Background: Ovarian cancer has a specific unmet clinical need, with a persistently poor 5-year survival rate observed in women with advanced stage disease warranting continued efforts to develop new treatment options. The amplification of BRD4 in a significant subset of high-grade serous ovarian carcinomas (HGSC) has led to the development of BET inhibitors (BETi) as promising antitumour agents that have subsequently been evaluated in phase I/II clinical trials. Here, we describe the molecular effects and ex vivo preclinical activities of i-BET858, a bivalent pan-BET inhibitor with proven in vivo BRD inhibitory activity.

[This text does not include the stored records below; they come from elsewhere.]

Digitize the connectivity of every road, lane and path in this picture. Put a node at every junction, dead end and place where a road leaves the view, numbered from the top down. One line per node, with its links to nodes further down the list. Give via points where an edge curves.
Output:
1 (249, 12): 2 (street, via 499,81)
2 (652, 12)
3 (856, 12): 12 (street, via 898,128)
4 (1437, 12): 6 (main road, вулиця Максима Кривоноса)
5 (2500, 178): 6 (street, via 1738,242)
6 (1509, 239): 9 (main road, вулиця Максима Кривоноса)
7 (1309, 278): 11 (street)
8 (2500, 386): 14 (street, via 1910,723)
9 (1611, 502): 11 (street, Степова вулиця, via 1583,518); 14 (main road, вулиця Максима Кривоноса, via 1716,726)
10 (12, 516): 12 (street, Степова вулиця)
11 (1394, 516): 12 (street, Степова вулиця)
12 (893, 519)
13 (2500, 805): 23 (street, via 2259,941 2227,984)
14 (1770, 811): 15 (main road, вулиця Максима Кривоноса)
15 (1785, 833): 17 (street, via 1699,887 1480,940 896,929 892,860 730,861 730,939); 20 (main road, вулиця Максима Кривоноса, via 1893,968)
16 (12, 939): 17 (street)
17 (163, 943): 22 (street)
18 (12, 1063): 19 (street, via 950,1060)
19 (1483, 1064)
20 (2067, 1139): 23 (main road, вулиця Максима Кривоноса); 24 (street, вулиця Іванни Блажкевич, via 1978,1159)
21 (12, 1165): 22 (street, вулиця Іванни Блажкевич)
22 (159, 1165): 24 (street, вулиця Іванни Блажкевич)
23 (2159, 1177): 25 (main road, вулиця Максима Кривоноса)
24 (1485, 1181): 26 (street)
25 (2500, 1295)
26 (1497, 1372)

Results: i-BET858 demonstrates enhanced cytotoxic activity compared with earlier generation BETis both in cell lines and primary cells derived from clinical samples of HGSC. At molecular level, i-BET858 triggered a bipartite transcriptional response, comprised of a 'core' network of genes commonly associated with BET inhibition in solid tumours, together with a unique i-BET858 gene signature. Mechanistically, i-BET858 elicited enhanced DNA damage, cell cycle arrest and apoptotic cell death compared to its predecessor i-BET151.

Conclusions: Overall, our ex vivo and in vitro studies indicate that i-BET858 represents an optimal candidate to pursue further clinical validation for the treatment of HGSC.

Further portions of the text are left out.